▶ _ASSIGNMENT_
From the first line to the last, output the data exactly as it stands, minus its pictures.

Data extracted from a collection
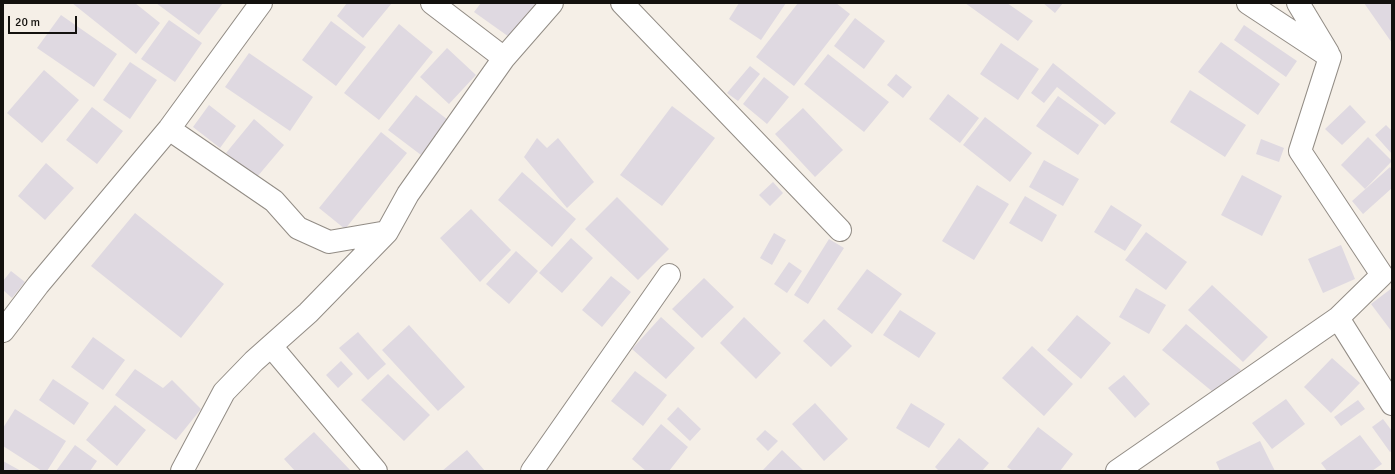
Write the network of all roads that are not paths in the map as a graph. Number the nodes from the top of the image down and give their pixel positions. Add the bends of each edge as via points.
1 (261, 3) edge
2 (432, 3) edge
3 (552, 3) edge
4 (622, 3) edge
5 (1248, 3) edge
6 (1298, 3) edge
7 (1330, 57) junction
8 (504, 58) junction
9 (168, 129) junction
10 (840, 230) dead end
11 (387, 232) junction
12 (669, 275) dead end
13 (1338, 318) junction
14 (3, 331) edge
15 (271, 346) junction
16 (1392, 404) edge
17 (182, 471) edge
18 (376, 471) edge
19 (532, 471) edge
20 (1117, 471) edge

1 - 9 street
2 - 8 street
3 - 8 street
4 - 10 street
5 - 7 street
6 - 7 street
7 - 13 street via 1300,151 1382,275
8 - 11 street via 408,194
9 - 11 street via 274,201 298,228 329,242
9 - 14 street
11 - 15 street via 308,313
12 - 19 street
13 - 16 street
13 - 20 street
15 - 17 street via 224,392
15 - 18 street

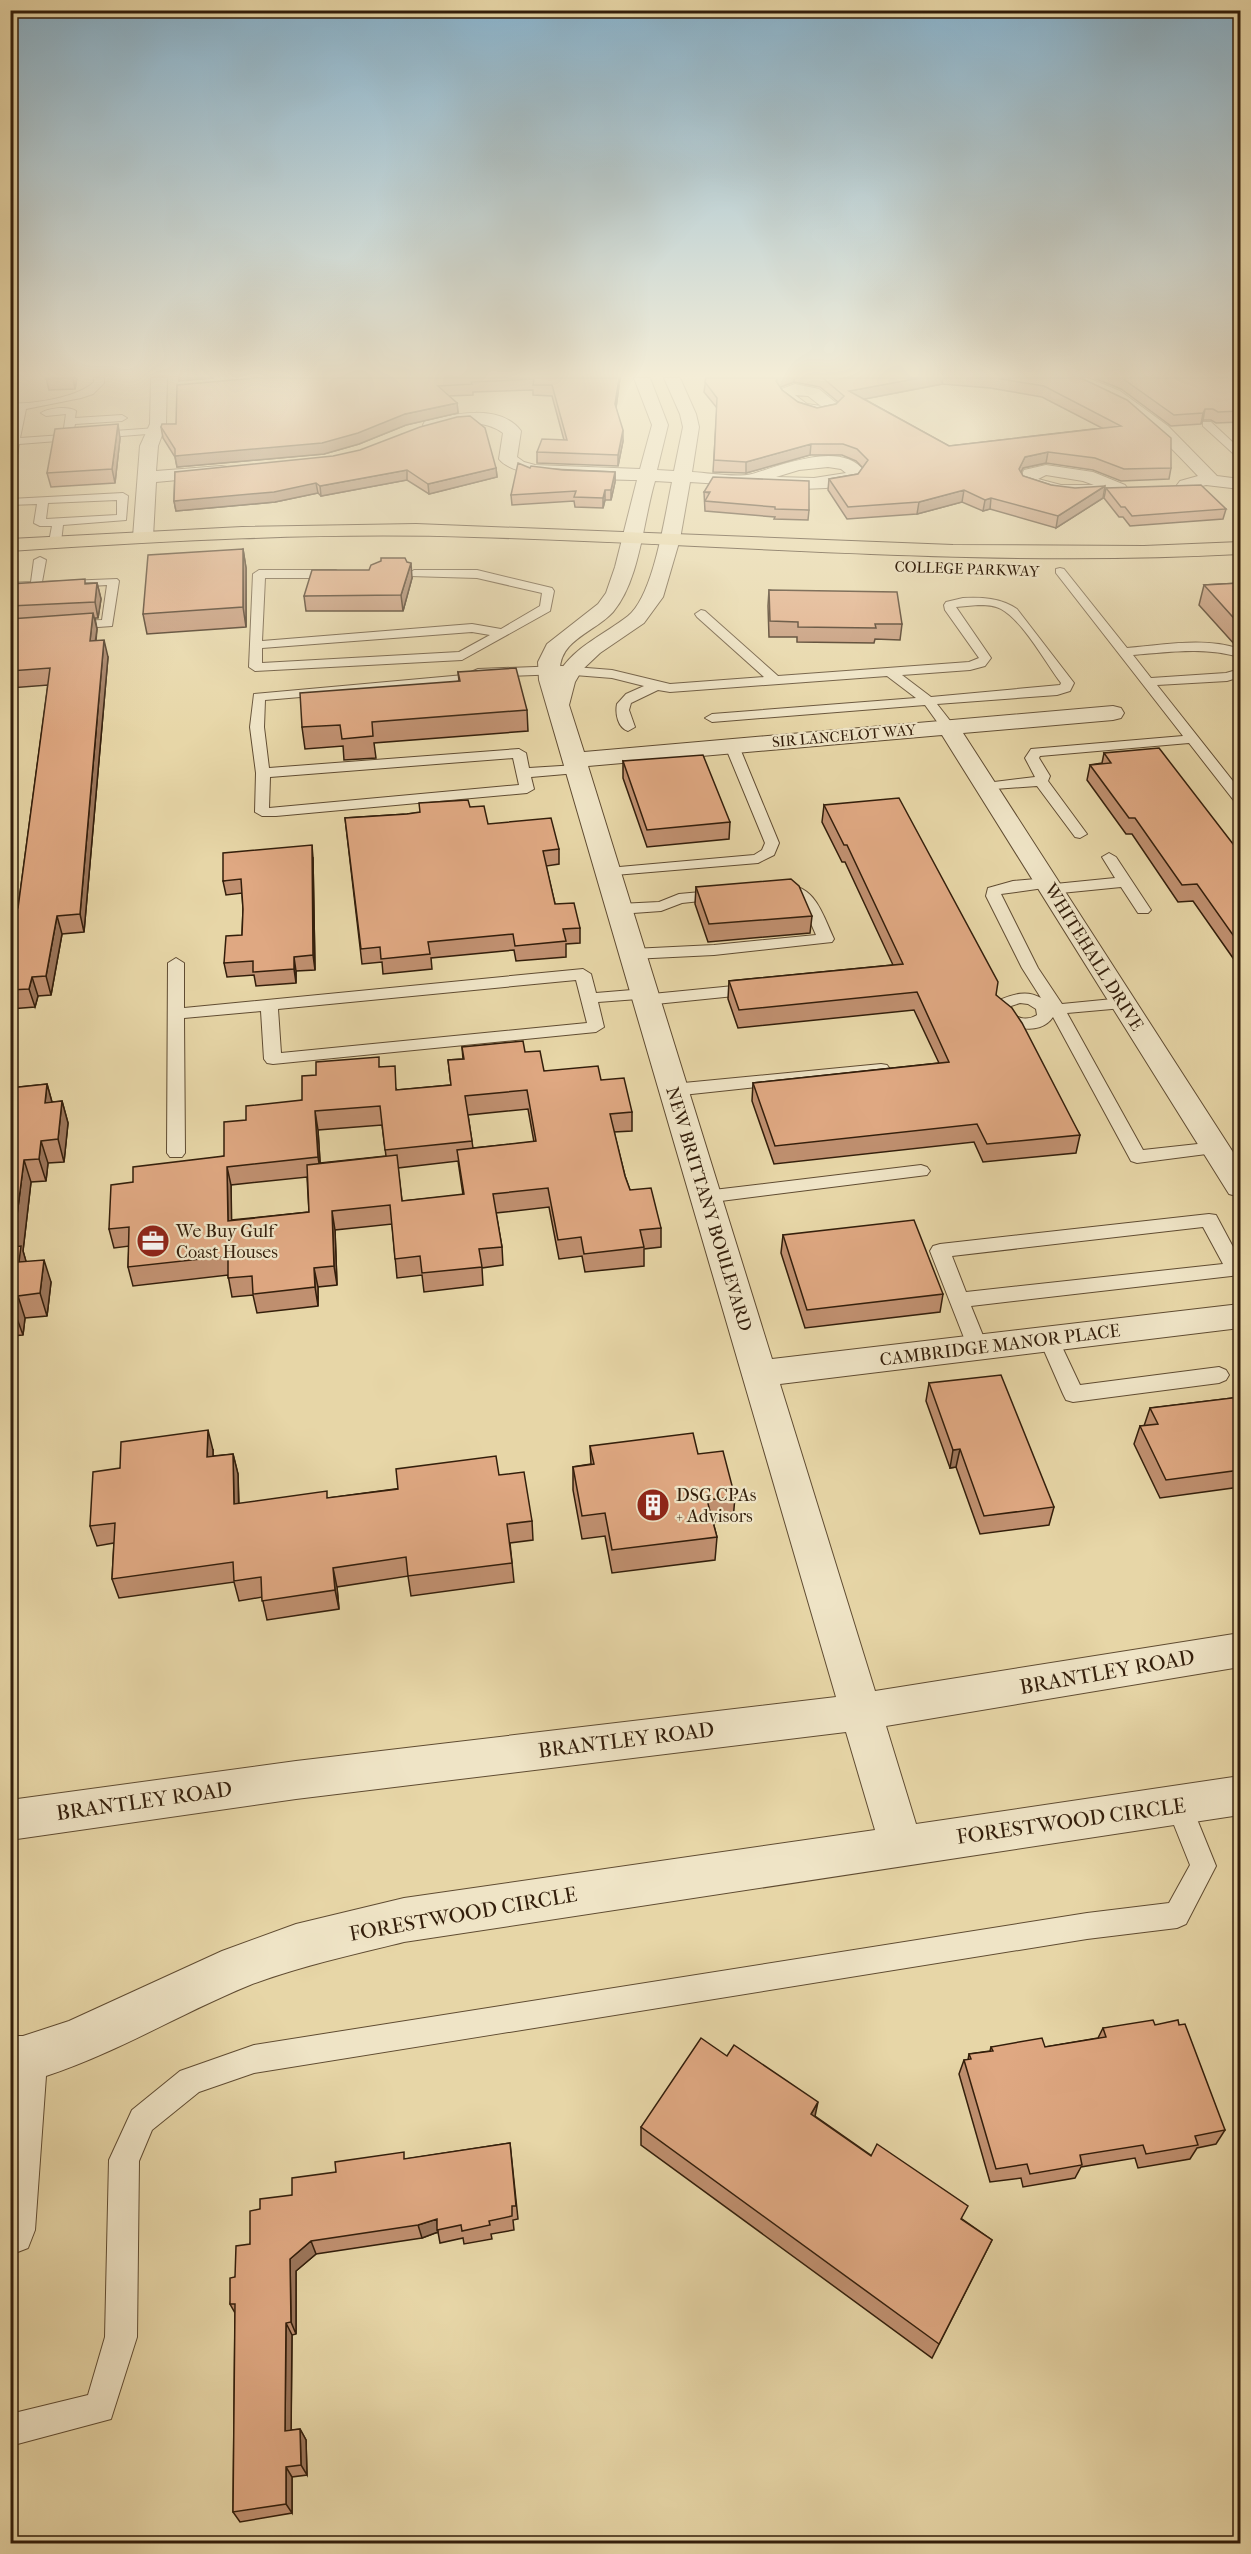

▶ _ANSWER SPACE_
Write the network of all roads that are not paths in the map as a graph. Number the nodes from the top of the image down and give their pixel positions. Add the bends of each edge as via points.
1 (261, 3) edge
2 (432, 3) edge
3 (552, 3) edge
4 (622, 3) edge
5 (1248, 3) edge
6 (1298, 3) edge
7 (1330, 57) junction
8 (504, 58) junction
9 (168, 129) junction
10 (840, 230) dead end
11 (387, 232) junction
12 (669, 275) dead end
13 (1338, 318) junction
14 (3, 331) edge
15 (271, 346) junction
16 (1392, 404) edge
17 (182, 471) edge
18 (376, 471) edge
19 (532, 471) edge
20 (1117, 471) edge

1 - 9 street
2 - 8 street
3 - 8 street
4 - 10 street
5 - 7 street
6 - 7 street
7 - 13 street via 1300,151 1382,275
8 - 11 street via 408,194
9 - 11 street via 274,201 298,228 329,242
9 - 14 street
11 - 15 street via 308,313
12 - 19 street
13 - 16 street
13 - 20 street
15 - 17 street via 224,392
15 - 18 street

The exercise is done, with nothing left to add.